Fan, J., McConkey, B.G., Wang, H., and Janzen, H.H. (2016). "Root distribution by depth for temperate agricultural crops.", Field Crops Research, 189, pp. 68-74. doi : 10.1016/j.fcr.2016.02.013  Access to full text


Root distribution pattern plays an important role in understanding and estimating of soil C allocation and the effect of crop roots C input on soil carbon balance in agroecosystems. A database of 96 profiles was compiled and root distribution pattern were fitted to a modified logistic dose response curve for 11 temperate crops. A slight linear decrease between the root mass: length distribution ratio and the soil depth was found for monocotyledons while an exponential decrease with depth was found for dicotyledons.

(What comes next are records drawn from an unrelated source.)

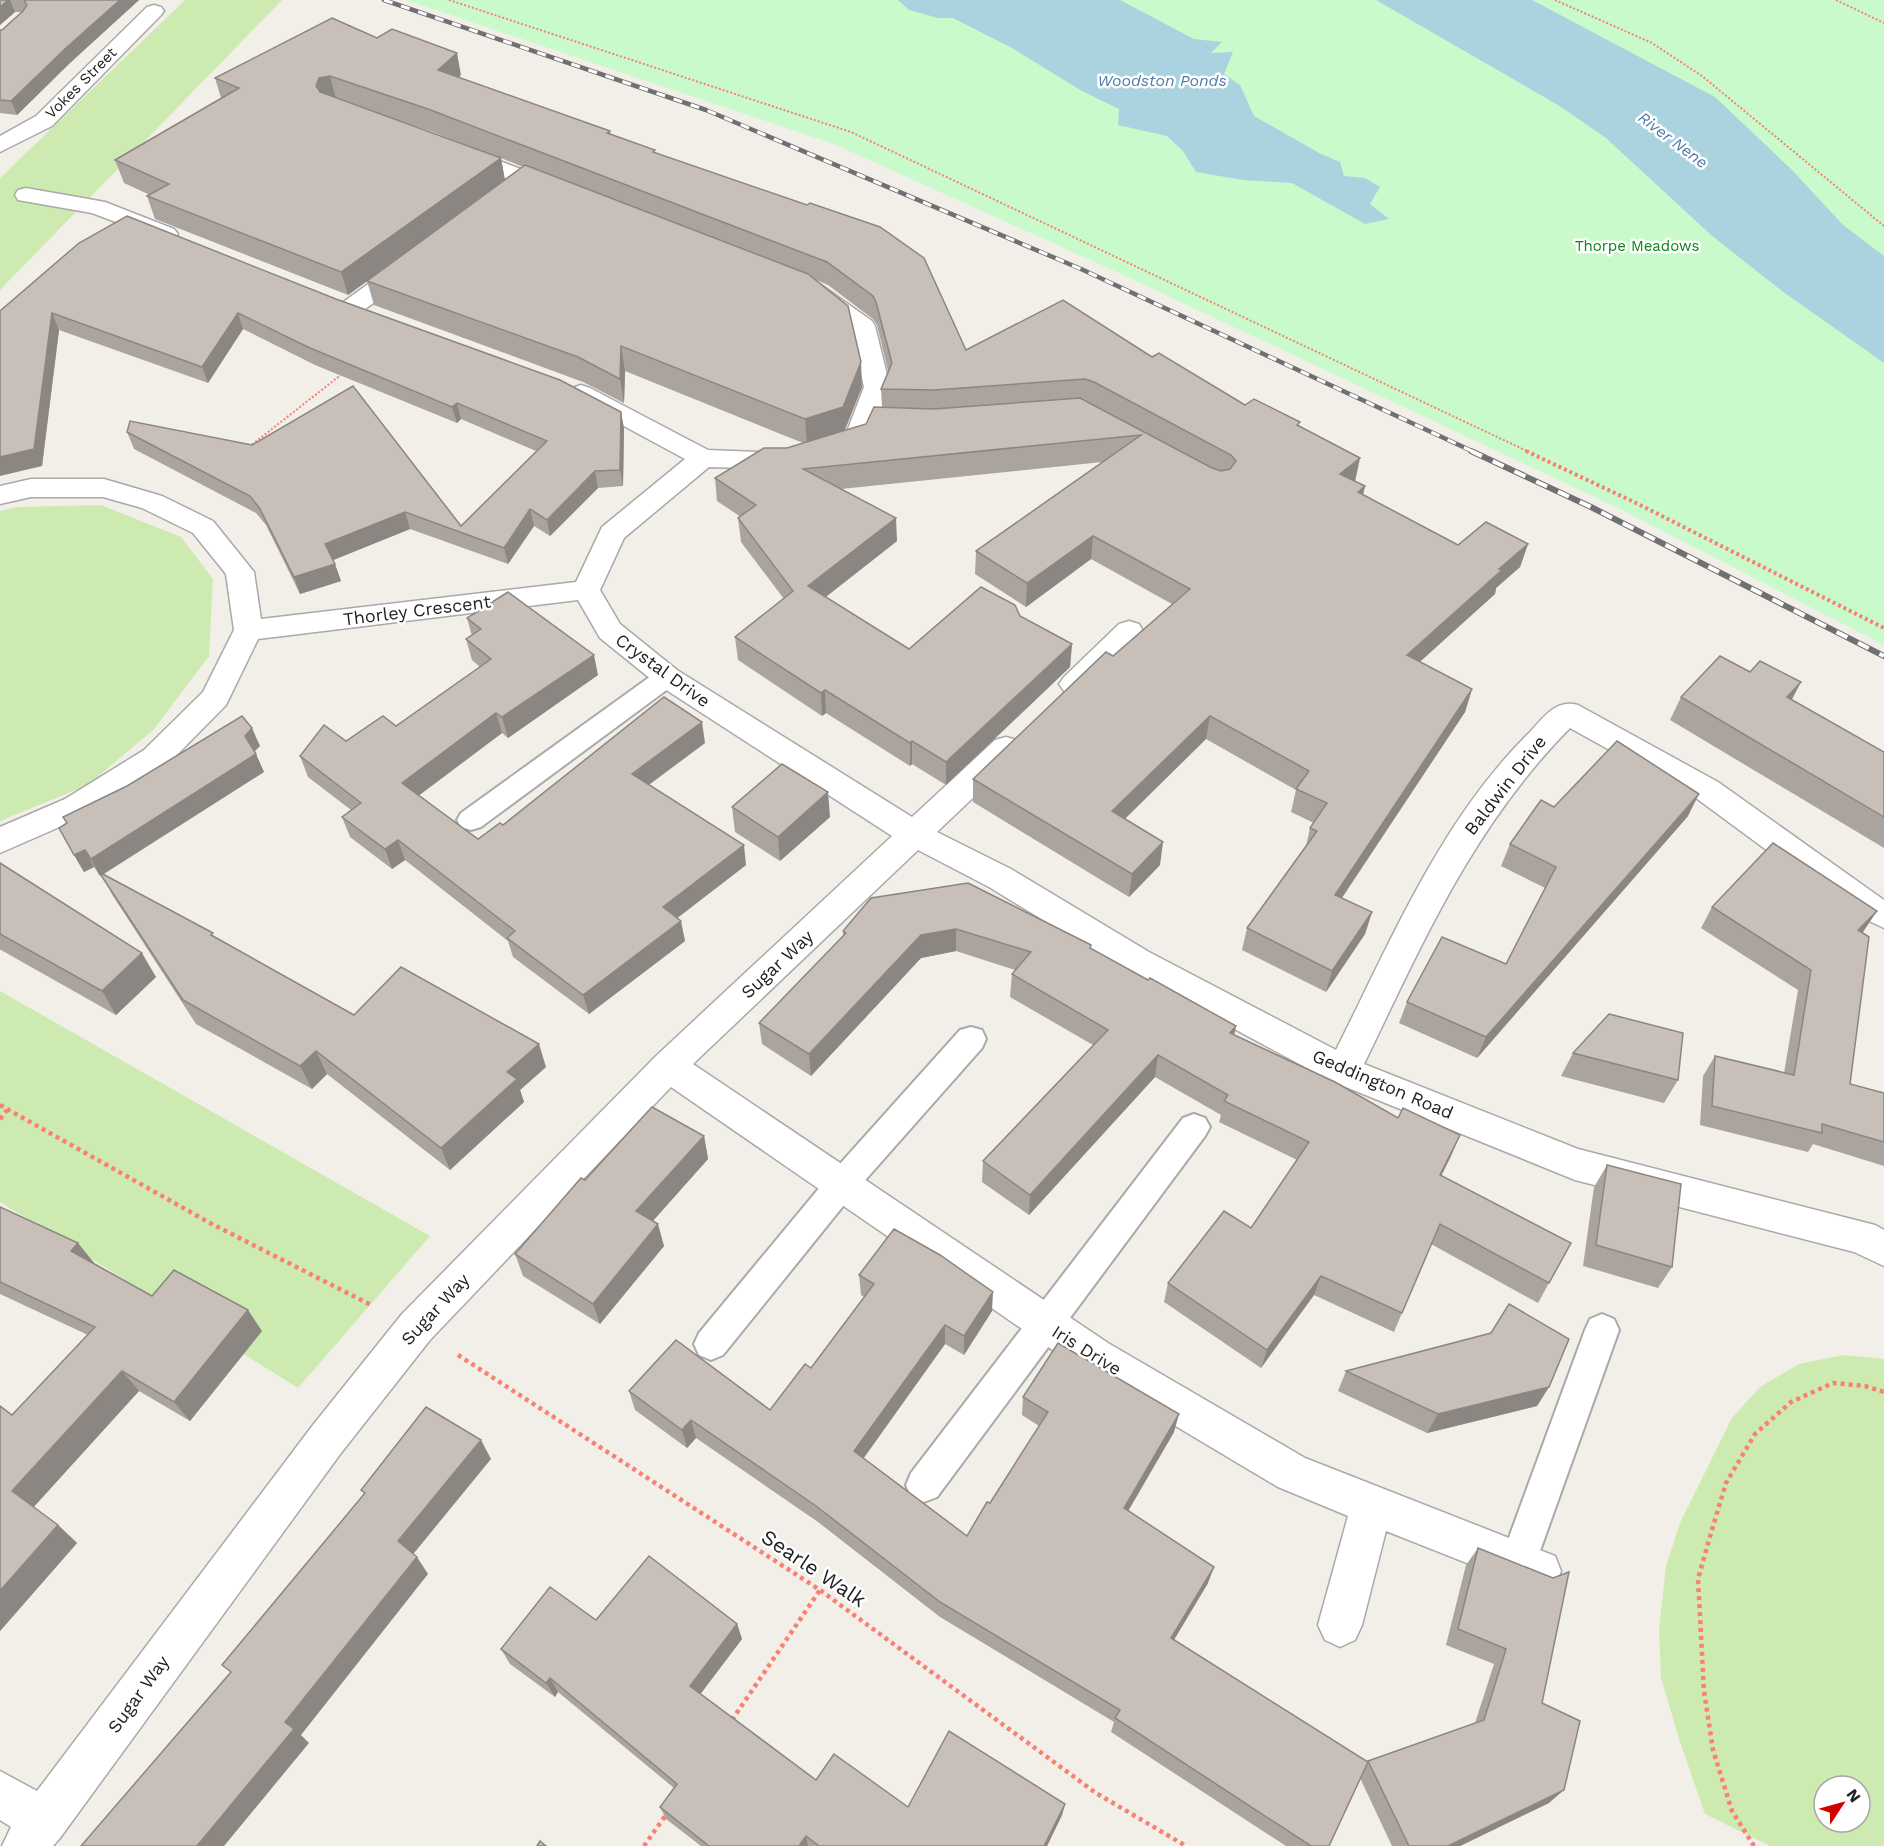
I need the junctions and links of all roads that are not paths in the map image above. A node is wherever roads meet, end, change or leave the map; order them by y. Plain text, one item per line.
1 (154, 11) dead end
2 (435, 143) edge
3 (0, 145) edge
4 (26, 195) dead end
5 (580, 200) edge
6 (186, 242) edge
7 (425, 254) edge
8 (797, 284) edge
9 (382, 319) edge
10 (562, 385) edge
11 (703, 458) junction
12 (0, 495) edge
13 (586, 590) junction
14 (248, 630) junction
15 (1129, 631) dead end
16 (1066, 650) edge
17 (1094, 665) junction
18 (667, 677) junction
19 (1052, 705) edge
20 (1026, 729) edge
21 (471, 820) dead end
22 (916, 835) junction
23 (0, 841) edge
24 (1884, 915) edge
25 (971, 1039) dead end
26 (668, 1066) junction
27 (1343, 1071) junction
28 (1194, 1127) dead end
29 (841, 1185) junction
30 (1884, 1249) edge
31 (1046, 1324) junction
32 (1602, 1330) dead end
33 (711, 1344) dead end
34 (924, 1485) dead end
35 (1372, 1505) junction
36 (1529, 1567) joint
37 (1340, 1625) dead end
38 (0, 1794) edge
39 (34, 1834) edge

1 - 3 street, Vokes Street
2 - 5 street
4 - 6 street
7 - 9 street
8 - 11 street
10 - 11 street
11 - 13 street
12 - 14 street
13 - 14 street, Thorley Crescent
13 - 18 street, Crystal Drive
14 - 23 street
15 - 17 street
16 - 17 street
17 - 19 street
18 - 21 lane
18 - 22 street, Crystal Drive
20 - 22 street, Sugar Way
22 - 26 street, Sugar Way
22 - 27 street, Geddington Road
24 - 27 street, Baldwin Drive
25 - 29 lane
26 - 29 street, Iris Drive
26 - 39 street, Sugar Way
27 - 30 street, Geddington Road
28 - 31 lane
29 - 31 street, Iris Drive
29 - 33 lane
31 - 34 lane
31 - 35 street, Iris Drive
32 - 36 lane
35 - 36 street, Iris Drive
35 - 37 street
38 - 39 street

These results indicated that roots were thicker at upper soil layers with the effect much larger for dicotyledons. The estimated depth at which 50% of total root was accumulated for different crops varied from 8 cm to 20 cm. Alfalfa (Medicago sativa L.) showed the deepest rooting profile with a fitted maximum rooting depth (dmax) of 177 cm but another perennial, fescue (Festuca arundinacea Shreb.), had the shallowest dmax of 78 cm. In general, cereal and pulse crop roots were distributed more evenly in soil profile while more roots were accumulated in the upper soil layers for oilseed crops. The estimated root distribution patterns from the present study could be incorporated into agroecosystem models for good representations of belowground processes and enhance the accuracy of carbon and water cycling estimation in agroecosystem.